Cytokines BAFF (B-cell activating factor) and APRIL (a proliferation-inducing ligand) and their role in autoimmune diseases
Authors:
O. Kryštůfková
Authors‘ workplace:
Revmatologický ústav, Praha
Published in:
Čes. Revmatol., 16, 2008, No. 1, p. 9-15.
Category:
Overview Reports
Overview
B-lymphocytes play a significant role in pathogenesis of autoimmune diseases, and they are the target cells in therapy of resistant forms of connective tissue diseases (CTD). Cytokine BAFF (B-cell activating factor) supports maturation and survival of various differentiation stages of B-lymphocytes including autoreactive clones. The functions of BAFF are complex, since it has three receptors, two of which are shared with another ligand called APRIL (a proliferation-inducing ligand). These are BAFF-R (BAFF receptor), BCMA (B-cell maturation antigen) and TACI (transmembrane activator and calcium modulator and cyclophilin ligand interactor), and are differentially expressed in various stages of B-cells maturation. The fact that high levels of cytokines BAFF and APRIL in serum and expression in affected organs have been found in patients with various connective tissue diseases, such as primary Sjögren syndrome, systemic lupus erythematosus, rheumatoid arthritis, systemic sclerosis or dermatomyositis/polymyositis indicates biological significance of these cytokines in pathogenesis of CTD. Abnormal levels of BAFF have correlated with the activity of disease or with the positivity of autoantibodies or their titer. Based on these findings and experience with neutralization of BAFF by means of antibodies or receptors in mice models of autoimmune diseases, this cytokine has become potential therapeutic target. The block of BAFF can be preferable to induction of B-lymphocytes depletion by antibodies against the molecule CD20 (e.g. rituximab), which can not be found on the surface of all differentiation stages of B-lymphocytes. It has been found out, that rituximab therapy leads to elevation of BAFF levels in serum, what could lead to proliferation of autoreactive clones in the course of B-cells repopulation. At the present time, the monoclonal antibody against BAFF – belimumab and recombinant receptor TACI fused Ig - atacicept and BAFF-R-Ig (BR3-Fc) are successfully being studied in clinical trials.
Key words:
BAFF, APRIL, BAFF receptor, BCMA, TACI, systemic rheumatic diseases
Sources
1. Mackay F, Woodcock SA, Lawton P, et al. Mice transgenic for BAFF develop lymphocytic disorders along with autoimmune manifestations. J Exp Med 1999; 190: 1697–1710.

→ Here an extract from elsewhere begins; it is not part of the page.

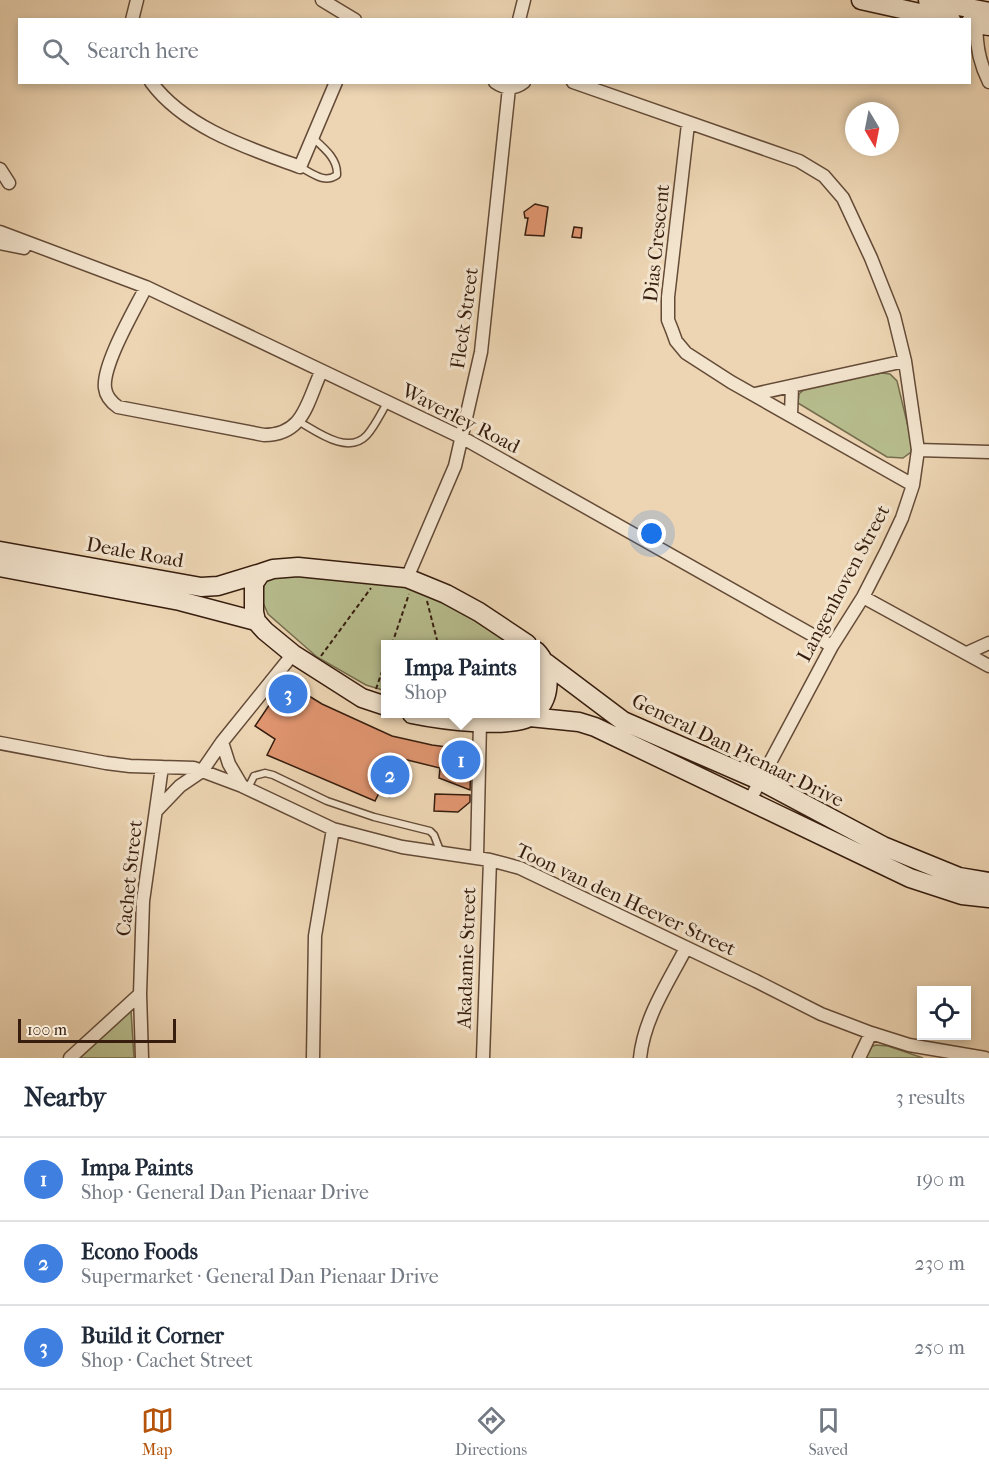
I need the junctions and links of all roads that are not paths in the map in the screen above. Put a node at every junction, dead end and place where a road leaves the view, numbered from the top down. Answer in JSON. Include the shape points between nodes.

2. Mackay F, Schneider P, Rennert P, Browning J. BAFF AND APRIL: a tutorial on B cell survival. Annu Rev Immunol 2003; 21: 231–264.
3. Bodmer JL, Schneider P,Tschopp J. The molecular architecture of the TNF superfamily. Trends Biochem Sci 2002; 27: 19–26.
4. Lopez-Fraga M, Fernandez R, Albar JP, Hahne M. Biologically active APRIL is secreted following intracellular processing in the Golgi apparatus by furin convertase. EMBO Rep 2001; 2: 945–951.
5. Gavin AL, Ait-Azzouzene D, Ware CF, Nemazee D. DeltaBAFF, an alternate splice isoform that regulates receptor binding and biopresentation of the B cell survival cytokine, BAFF. J Biol Chem 2003; 278: 38220–38228.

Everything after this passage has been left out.